The Calgary-based consultant said overall gas reserve replacement in the U.S. was 172% of 2005 production, with 119% (10.6 Tcf) replacement by the drillbit. Canada’s overall replacement was 122%, with 115% (5.8 Tcf) by the drillbit.

Ziff’s reserve replacement rate does not include acquisitions or divestments. Alaskan gas reserves and production also are excluded from reserve replacement and reserve life index calculations. Ziff gathered data from companies representing 48% (8.9 Tcf/year) of U.S. Lower 48 gas production (18.7 Tcf/year) and 81% (5 Tcf/year) of Canadian gas production (6.2 Tcf/year).

Reserve replacement leaders, according to Ziff, were ExxonMobil, 290%, and BP, 223%. The top 30 publicly traded producers for each country were analyzed.

Bill Gwozd, Ziff vice president of gas services, pointed out that revisions had a lot to do with the impressive replacement figures, particularly for major producers. He said that ExxonMobil reported the largest positive revision, more than 1.9 Tcf. When asked by Ziff to explain, Gwozd said the company told the group that 575 Bcf of the revision was based on higher natural gas prices at year-end, which served to add reserves whose production was previously thought to be uneconomic. “They also had 1.4 Tcf of technical revisions, which suggests that in prior years they had missed some gas,” Gwozd told NGI.

ExxonMobil and BP combined added 4.5 Tcf of reserves through all means. That figure is nearly one-third of the total reserve additions (15 Tcf) of the top 30 companies examined by Ziff. The top 10 of the group replaced 188% of 2005 production, Gwozd noted. Excluding price-based revisions that figure drops to 175%.

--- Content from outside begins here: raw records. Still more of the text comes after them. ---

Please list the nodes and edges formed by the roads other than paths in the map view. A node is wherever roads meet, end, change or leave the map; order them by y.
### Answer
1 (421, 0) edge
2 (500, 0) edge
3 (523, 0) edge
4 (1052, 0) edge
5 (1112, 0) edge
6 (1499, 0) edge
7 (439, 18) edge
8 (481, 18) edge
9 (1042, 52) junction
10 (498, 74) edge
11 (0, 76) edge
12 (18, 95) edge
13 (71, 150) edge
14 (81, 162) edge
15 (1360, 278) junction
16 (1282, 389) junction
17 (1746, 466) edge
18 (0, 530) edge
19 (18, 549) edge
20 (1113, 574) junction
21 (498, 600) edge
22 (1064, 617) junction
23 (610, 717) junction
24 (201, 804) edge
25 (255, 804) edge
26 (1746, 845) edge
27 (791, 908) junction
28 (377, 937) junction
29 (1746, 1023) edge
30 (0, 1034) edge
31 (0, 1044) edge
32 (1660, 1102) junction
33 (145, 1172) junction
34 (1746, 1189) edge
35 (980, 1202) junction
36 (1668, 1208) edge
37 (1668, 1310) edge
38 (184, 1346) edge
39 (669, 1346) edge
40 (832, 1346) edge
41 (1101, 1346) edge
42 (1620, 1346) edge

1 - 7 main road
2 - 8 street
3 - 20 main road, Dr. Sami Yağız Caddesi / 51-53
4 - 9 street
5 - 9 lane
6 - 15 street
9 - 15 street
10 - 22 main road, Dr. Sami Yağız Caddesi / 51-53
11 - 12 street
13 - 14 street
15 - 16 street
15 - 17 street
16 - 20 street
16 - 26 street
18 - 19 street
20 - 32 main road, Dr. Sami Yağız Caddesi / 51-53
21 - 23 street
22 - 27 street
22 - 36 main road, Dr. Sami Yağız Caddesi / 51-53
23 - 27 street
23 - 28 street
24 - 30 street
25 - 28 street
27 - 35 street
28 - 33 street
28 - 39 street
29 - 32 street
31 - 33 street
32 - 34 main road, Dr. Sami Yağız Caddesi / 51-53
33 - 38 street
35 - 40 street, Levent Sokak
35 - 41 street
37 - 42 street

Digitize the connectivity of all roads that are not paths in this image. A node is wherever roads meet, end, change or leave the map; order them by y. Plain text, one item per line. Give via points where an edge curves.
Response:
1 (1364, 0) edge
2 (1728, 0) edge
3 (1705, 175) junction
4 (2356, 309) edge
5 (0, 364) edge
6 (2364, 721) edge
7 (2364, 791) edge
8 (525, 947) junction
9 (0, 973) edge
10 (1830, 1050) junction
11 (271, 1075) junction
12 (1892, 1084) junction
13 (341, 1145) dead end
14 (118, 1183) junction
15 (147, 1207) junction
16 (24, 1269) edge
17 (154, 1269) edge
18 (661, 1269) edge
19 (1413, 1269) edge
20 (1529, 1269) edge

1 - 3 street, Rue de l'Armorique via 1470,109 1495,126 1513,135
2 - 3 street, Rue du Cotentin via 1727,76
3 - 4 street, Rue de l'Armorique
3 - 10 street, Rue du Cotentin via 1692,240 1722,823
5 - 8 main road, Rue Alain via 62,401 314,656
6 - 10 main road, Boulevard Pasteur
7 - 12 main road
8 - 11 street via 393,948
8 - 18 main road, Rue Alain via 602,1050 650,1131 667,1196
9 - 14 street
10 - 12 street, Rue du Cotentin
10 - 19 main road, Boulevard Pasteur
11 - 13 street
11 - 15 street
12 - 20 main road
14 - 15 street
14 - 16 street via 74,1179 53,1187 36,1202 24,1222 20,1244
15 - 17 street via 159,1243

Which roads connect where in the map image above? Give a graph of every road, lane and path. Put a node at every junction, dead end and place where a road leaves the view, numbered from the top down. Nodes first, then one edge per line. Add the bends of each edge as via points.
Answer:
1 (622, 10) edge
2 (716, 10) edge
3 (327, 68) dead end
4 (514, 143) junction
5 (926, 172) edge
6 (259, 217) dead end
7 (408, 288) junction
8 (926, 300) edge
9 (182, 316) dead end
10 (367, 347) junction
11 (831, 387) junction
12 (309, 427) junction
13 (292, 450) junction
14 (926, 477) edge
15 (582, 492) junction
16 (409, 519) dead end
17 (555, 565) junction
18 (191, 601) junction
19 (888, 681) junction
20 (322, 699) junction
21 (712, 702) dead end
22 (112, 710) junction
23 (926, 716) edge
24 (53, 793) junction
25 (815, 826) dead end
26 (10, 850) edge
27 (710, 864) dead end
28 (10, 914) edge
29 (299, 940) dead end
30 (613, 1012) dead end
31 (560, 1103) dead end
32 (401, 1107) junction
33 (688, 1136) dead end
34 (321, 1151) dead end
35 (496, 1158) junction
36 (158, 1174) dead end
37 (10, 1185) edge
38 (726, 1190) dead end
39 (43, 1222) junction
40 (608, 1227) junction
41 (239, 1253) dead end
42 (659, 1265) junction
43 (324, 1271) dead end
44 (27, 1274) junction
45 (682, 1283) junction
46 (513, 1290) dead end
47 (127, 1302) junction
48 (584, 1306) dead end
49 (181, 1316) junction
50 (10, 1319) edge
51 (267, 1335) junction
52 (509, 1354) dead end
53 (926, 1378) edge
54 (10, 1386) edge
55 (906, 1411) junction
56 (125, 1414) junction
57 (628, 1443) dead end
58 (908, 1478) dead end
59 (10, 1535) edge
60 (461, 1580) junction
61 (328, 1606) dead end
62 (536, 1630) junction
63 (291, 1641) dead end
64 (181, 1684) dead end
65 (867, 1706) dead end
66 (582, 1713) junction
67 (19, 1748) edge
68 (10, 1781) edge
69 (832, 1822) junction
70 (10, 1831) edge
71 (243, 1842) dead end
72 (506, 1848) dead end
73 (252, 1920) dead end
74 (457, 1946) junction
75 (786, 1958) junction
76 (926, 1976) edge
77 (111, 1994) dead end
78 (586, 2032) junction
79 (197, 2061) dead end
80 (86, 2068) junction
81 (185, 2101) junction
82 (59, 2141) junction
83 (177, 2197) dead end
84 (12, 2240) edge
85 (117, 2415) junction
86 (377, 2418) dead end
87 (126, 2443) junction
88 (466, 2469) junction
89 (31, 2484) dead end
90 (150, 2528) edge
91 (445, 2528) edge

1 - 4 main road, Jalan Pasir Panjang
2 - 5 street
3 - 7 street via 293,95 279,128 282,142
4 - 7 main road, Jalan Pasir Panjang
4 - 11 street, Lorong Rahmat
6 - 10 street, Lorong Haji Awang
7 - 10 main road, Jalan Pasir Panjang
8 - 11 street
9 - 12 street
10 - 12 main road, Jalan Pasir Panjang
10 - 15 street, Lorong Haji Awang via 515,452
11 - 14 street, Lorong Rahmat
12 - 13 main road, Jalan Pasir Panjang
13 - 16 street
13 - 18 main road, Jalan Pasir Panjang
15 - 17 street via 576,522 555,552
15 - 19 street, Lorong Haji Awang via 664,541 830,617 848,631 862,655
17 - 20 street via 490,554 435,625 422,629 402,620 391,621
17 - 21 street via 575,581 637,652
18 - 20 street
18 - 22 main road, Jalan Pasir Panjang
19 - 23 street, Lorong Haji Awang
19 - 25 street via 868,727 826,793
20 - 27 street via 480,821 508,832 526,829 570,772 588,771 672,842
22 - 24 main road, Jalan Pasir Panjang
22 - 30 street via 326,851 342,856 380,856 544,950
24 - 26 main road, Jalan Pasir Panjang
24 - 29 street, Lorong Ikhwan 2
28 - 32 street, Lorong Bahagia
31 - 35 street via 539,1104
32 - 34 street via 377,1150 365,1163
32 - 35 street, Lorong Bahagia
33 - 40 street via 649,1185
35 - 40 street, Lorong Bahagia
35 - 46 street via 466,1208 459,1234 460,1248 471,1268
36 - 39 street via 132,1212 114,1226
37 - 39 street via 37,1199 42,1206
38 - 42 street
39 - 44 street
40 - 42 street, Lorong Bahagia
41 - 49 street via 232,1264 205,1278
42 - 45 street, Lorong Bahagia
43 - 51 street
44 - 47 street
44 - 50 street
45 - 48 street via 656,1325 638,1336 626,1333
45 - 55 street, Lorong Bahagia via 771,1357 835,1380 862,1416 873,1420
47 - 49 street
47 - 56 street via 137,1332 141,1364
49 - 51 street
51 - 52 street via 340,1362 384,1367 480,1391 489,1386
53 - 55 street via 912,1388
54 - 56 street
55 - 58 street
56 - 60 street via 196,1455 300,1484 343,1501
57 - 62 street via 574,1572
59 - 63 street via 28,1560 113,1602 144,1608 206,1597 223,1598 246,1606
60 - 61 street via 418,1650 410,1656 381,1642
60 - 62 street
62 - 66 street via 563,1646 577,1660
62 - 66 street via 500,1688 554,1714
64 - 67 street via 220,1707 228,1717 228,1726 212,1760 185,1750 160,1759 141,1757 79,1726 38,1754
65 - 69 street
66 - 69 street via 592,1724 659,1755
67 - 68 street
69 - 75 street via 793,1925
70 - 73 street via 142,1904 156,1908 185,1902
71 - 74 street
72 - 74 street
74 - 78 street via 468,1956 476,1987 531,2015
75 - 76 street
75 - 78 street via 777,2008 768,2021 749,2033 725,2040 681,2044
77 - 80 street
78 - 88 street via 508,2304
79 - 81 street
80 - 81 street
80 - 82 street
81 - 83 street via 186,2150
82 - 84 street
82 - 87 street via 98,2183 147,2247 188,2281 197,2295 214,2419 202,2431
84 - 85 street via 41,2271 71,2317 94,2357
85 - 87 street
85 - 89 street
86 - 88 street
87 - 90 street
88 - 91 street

Another metric Ziff looked at is the reserve life index. BP had a reserve life of 12 years, Exxon 15 years. Shell had a reserve life of only six or seven years, noted Gwozd. Generally, the majors are not growing their reserve lives as consistently as some of the independents. For instance, companies such as Anadarko, Chesapeake, EnCana and XTO all had positive replacement levels in 2004 and 2005, said Gwozd. BP had “marginal” replacement in 2004 but improved in 2005.

“Companies’ future gas production should grow when gas reserve additions exceed prior year’s gas production,” said Cameron Gingrich, Ziff lead project analyst. “However, we must recognize that the average reserve-to-production ratio for these U.S. Lower 48 companies is over 12 years. This means that in spite of high natural gas commodity prices, large lead times are required to move last year’s gains into the pipeline system for ultimate consumption.”